Species richness and species turnover

We estimated the species richness per degree latitude based on two methods, one which controls for differences in sample size and hence also controls the potential bias in our richness estimates resulting from unequal sampling effort across the latitudinal extent of the WG, while the other was independent of our sampling effort and an estimate of the total regional species pool. First, we estimated interpolated species richness (S_R) based on individual based rarefaction curves, which controls for the differences in the number of individuals sampled across the gradient. We carried out this analysis for every one degree latitudinal zone within the Western Ghats by aggregating all samples within a latitudinal zone and estimated the average number of species per 450 individuals, the lowest sample size in our dataset amongst the 11 latitudinal zones. We also extrapolated the rarefaction curves to estimate species richness [17] up to4000 individuals which was approximately the number of individuals in the most well sampled latitudinal zone. Additionally, we also used two non-parametric richness estimators, Chao1 and ACE (Abundance based coverage estimator) to estimate the lower bound of undetected species richness. Second, we also estimated the total regional species pool (S_T) for each one degree latitudinal belt based on the count of all the species ranges that pass through it. Assuming range cohesion, species latitudinal ranges were estimated based on species occurrences (Fig 2) from our primary data as well as based on species occurrences and records from secondary literature such as floras and other published inventories (S2 Appendix). This method is independent of the sampling effort since (i) species were assumed to be present as long as their latitudinal ranges fell within a latitudinal belt irrespective of whether those species were recorded in our sampling plots and (ii) the latitudinal ranges were estimated considering species records from multiple sources.

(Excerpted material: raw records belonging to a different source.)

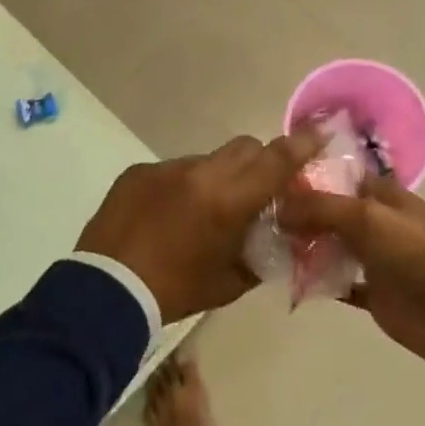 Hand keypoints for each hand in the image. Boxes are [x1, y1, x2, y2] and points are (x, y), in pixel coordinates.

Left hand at [77, 129, 323, 323]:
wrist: (105, 291)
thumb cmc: (175, 291)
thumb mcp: (229, 282)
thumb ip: (260, 256)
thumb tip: (277, 240)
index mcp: (228, 201)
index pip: (276, 160)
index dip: (301, 145)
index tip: (318, 133)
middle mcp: (200, 173)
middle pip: (245, 147)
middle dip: (259, 161)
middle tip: (255, 189)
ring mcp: (166, 168)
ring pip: (208, 159)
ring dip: (216, 177)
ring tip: (201, 211)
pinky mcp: (138, 172)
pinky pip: (173, 170)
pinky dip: (181, 186)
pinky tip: (167, 215)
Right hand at [276, 177, 424, 374]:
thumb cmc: (418, 254)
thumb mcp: (368, 219)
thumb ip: (321, 208)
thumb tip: (277, 206)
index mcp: (380, 194)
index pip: (336, 175)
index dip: (305, 176)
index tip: (264, 180)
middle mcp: (374, 220)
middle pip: (327, 212)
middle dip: (296, 214)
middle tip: (253, 219)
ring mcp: (373, 257)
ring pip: (328, 246)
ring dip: (301, 247)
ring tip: (260, 247)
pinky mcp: (372, 292)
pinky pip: (337, 281)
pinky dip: (315, 281)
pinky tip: (285, 280)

In addition to this, we also estimated species richness at smaller spatial scales i.e. at the level of a plot and at the level of a cluster. For every cluster, we calculated mean alpha and gamma diversity, where alpha diversity is the mean number of species observed in a single plot, and gamma diversity is the cumulative number of species recorded for all plots within a cluster. Based on the values of alpha and gamma we calculated beta diversity using Whittaker’s index (Beta_W = γ / α), where ‘γ’ is gamma diversity estimated at the level of a cluster while ‘α’ is mean species richness at the level of a plot within a cluster. We also estimated beta diversity using the Simpson’s index (Beta_SIM) which is purely a measure of species turnover or replacement and disregards contribution to beta diversity (species dissimilarity) resulting from differences in species richness between samples.